Through a Sustainability Lens

Often times we talk about the Green Spectrum, particularly with respect to projects that are green in general, or appear to have no sustainability aspect, when, in actuality, all projects have a sustainability element.  This time, we’ll look at a project that is Green by Definition, but is scrutinized through a sustainability lens.  And, it is a very,very interesting concept.

As part of the “Smart from the Start” (that sounds like a good phrase for sustainability in projects, too) initiative by Secretary of Interior Salazar, there is a proposal for a 200 mile-wide wind energy corridor stretching from Canada to the Texas coast of the Gulf of Mexico.

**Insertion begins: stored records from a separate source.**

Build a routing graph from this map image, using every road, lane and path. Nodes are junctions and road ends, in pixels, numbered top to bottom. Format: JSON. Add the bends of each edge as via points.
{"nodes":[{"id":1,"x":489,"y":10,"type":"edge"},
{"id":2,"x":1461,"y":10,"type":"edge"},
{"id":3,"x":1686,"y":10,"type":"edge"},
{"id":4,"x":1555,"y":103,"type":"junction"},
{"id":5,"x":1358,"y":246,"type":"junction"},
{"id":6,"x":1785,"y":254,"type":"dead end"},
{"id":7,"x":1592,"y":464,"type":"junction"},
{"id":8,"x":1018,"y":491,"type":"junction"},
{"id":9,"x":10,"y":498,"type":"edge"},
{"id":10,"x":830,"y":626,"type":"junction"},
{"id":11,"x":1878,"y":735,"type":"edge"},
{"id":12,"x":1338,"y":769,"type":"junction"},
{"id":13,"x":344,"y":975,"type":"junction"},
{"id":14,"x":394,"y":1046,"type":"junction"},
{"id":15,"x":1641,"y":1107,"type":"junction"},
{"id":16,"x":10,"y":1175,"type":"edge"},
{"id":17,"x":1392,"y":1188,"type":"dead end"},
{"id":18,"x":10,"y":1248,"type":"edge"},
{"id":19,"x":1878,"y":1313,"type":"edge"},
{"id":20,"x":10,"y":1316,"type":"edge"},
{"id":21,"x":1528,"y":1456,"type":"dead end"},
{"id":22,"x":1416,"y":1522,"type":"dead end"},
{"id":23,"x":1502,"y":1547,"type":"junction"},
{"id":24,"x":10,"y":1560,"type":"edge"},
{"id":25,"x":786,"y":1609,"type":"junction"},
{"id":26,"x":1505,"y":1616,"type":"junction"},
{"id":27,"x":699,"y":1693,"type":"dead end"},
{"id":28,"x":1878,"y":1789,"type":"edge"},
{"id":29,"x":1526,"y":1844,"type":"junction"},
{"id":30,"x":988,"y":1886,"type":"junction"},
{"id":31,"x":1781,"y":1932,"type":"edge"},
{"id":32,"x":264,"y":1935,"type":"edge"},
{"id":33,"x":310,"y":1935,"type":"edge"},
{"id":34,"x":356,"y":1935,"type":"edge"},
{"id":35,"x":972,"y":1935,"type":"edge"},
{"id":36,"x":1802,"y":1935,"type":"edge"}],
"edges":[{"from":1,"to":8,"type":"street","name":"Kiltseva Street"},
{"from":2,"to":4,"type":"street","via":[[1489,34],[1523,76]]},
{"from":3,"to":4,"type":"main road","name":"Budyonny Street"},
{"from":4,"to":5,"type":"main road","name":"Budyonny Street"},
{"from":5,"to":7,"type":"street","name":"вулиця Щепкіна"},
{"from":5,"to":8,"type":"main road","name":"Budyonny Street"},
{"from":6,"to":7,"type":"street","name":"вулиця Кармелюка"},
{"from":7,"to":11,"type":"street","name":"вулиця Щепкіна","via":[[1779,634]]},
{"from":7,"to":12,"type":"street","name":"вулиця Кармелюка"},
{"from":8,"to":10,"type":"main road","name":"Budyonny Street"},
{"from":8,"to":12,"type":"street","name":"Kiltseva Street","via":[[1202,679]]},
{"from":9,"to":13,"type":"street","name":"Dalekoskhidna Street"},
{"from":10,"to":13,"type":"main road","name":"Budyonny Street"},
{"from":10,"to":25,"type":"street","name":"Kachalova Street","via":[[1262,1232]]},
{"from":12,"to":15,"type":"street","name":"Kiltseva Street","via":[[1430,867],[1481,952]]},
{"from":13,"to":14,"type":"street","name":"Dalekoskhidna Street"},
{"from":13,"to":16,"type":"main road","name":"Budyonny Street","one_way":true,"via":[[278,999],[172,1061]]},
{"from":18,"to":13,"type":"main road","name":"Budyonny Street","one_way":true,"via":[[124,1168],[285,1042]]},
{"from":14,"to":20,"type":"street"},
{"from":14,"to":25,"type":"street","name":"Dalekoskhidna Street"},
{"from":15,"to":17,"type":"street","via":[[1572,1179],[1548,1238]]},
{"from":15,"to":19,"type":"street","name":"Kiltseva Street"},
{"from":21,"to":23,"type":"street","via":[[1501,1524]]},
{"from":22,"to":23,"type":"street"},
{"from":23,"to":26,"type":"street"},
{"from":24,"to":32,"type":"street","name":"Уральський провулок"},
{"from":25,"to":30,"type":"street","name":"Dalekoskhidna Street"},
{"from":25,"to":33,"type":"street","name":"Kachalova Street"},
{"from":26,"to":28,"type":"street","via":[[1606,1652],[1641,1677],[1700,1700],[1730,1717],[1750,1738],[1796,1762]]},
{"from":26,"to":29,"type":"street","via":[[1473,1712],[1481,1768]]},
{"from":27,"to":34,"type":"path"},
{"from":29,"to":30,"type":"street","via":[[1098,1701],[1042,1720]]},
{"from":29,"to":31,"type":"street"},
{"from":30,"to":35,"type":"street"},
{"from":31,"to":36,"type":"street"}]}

While we don’t know yet about the other sustainable aspects being considered, we do know, at this point, that the US Fish and Wildlife Service (Service) will write an Environmental Impact Statement (EIS).  “Wind energy is crucial to our nation’s future economic and environmental security. We will do our part to facilitate development of wind energy resources, while ensuring that they are sited and designed in ways that minimize and avoid negative impacts to fish and wildlife,” said Fish and Wildlife Service Director Dan Ashe. “This EIS process gives us an opportunity to evaluate impacts to dozens of imperiled species at a landscape level to ensure that wind energy development occurs in the right places in the right way.”

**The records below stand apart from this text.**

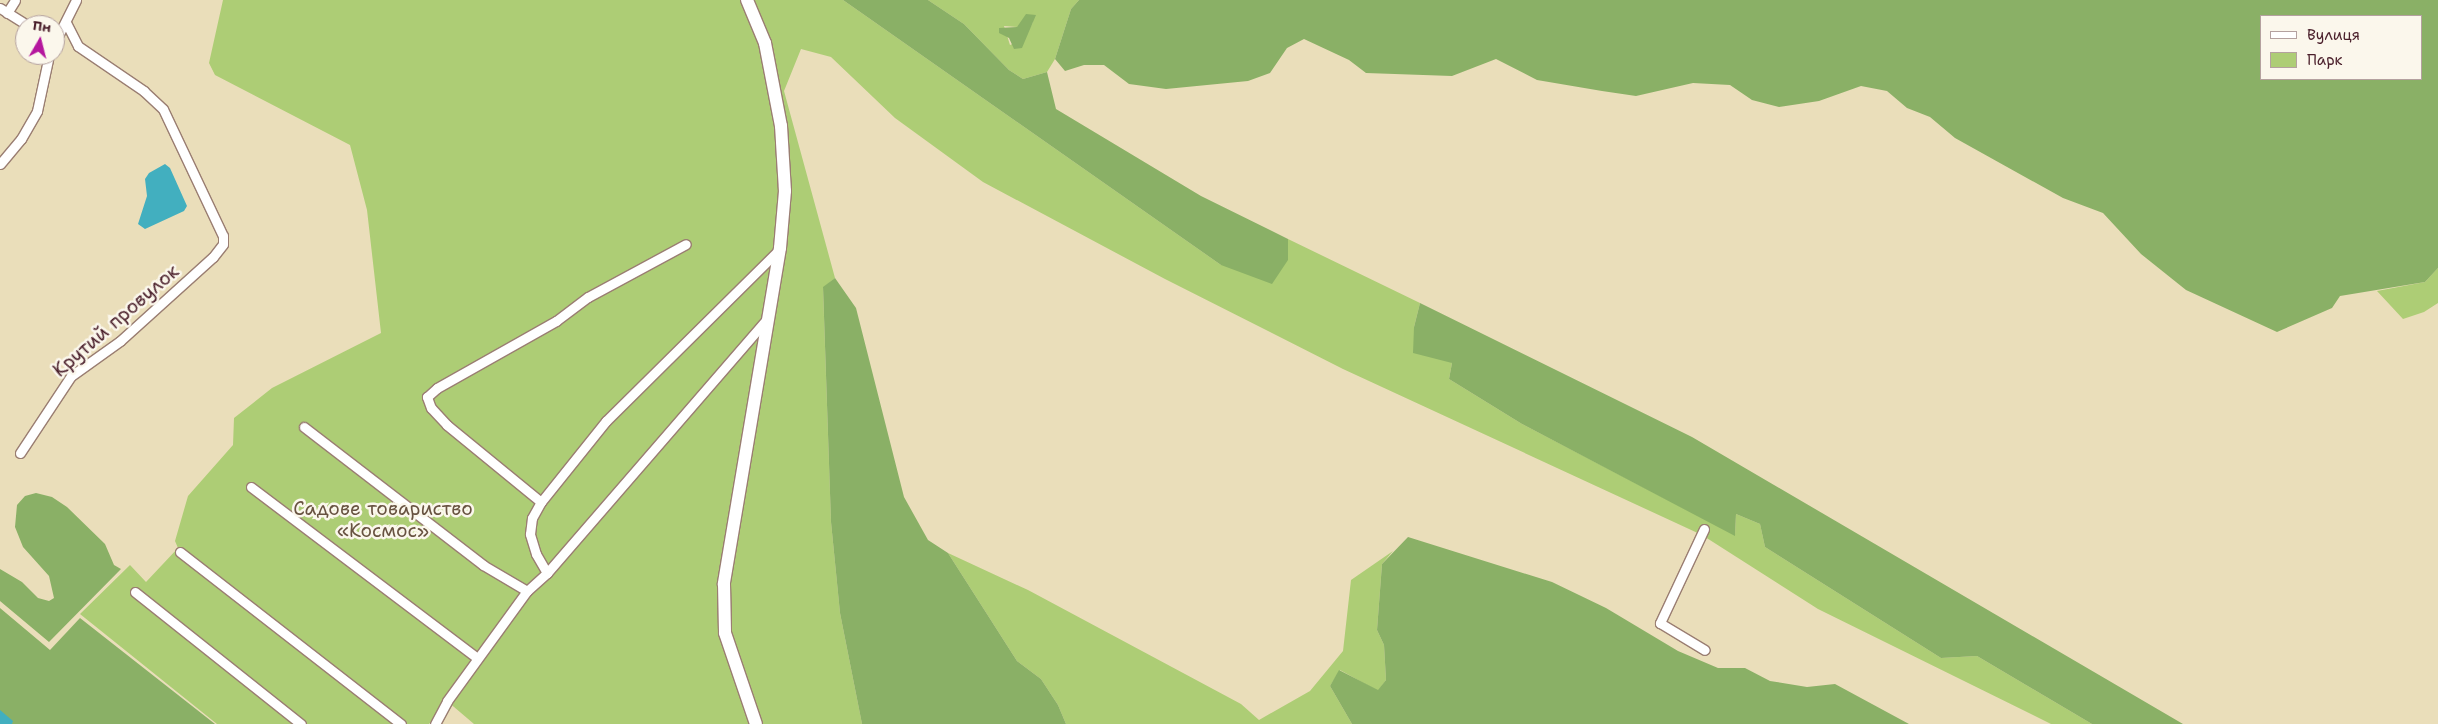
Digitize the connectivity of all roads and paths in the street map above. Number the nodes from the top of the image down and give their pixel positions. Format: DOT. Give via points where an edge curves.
graph roads {
  1 [pos="15,0"];
  2 [pos="76,0"];
  3 [pos="747,0"];
  4 [pos="3,10"];
  5 [pos="15,18"];
  6 [pos="67,24"];
  7 [pos="65,27"];
  8 [pos="47,65"];
  9 [pos="0,164"];
  10 [pos="686,244"];
  11 [pos="780,248"];
  12 [pos="770,316"];
  13 [pos="304,427"];
  14 [pos="20,453"];
  15 [pos="252,487"];
  16 [pos="541,502"];
  17 [pos="1704,529"];
  18 [pos="180,552"];
  19 [pos="548,573"];
  20 [pos="527,591"];
  21 [pos="135,592"];
  22 [pos="1706,650"];
  23 [pos="477,658"];
  24 [pos="301,724"];
  25 [pos="401,724"];
  26 [pos="435,724"];
  27 [pos="756,724"];
  1 -- 4 [label="street"];
  2 -- 6 [label="street"];
  3 -- 11 [label="street" via="766,43 783,142 785,191"];
  4 -- 5 [label="street"];
  6 -- 7 [label="street"];
  6 -- 14 [label="street, Крутий провулок" via="78,46 144,91 163,108 223,236 223,244 213,257 120,341 72,376"];
  8 -- 9 [label="street" via="37,111 21,139"];
  10 -- 16 [label="street" via="588,297 556,321 437,388 427,397 431,408 447,425"];
  11 -- 12 [label="street"];
  11 -- 16 [label="street" via="606,420"];
  12 -- 19 [label="street"];
  12 -- 27 [label="street" via="727,566 723,614 730,652"];
  13 -- 20 [label="street" via="468,554"];
  15 -- 23 [label="street"];
  16 -- 19 [label="street" via="532,518 530,534 536,554"];
  17 -- 22 [label="street" via="1660,623"];
  18 -- 25 [label="street"];
  19 -- 20 [label="street"];
  20 -- 23 [label="street"];
  21 -- 24 [label="street"];
  23 -- 26 [label="street"];
}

The reasoning behind the EIS is that in order to accomplish the project, an Incidental Take Permit (ITP) needs to be granted.  Section 9 of the Endangered Species Act and its implementing regulations “prohibit the take of animal species listed as endangered or threatened.”  It doesn’t allow the harassment, harm, pursuit, hunting, shooting, wounding, trapping, capturing, or collecting or, an attempt to engage in those practices when it comes to endangered or threatened species.  However, Under Section 10 of the Act, it allows for people to obtain an ITP as long as they are pursuing otherwise legal activities.  The permittee is then provided “incidental take” authorization.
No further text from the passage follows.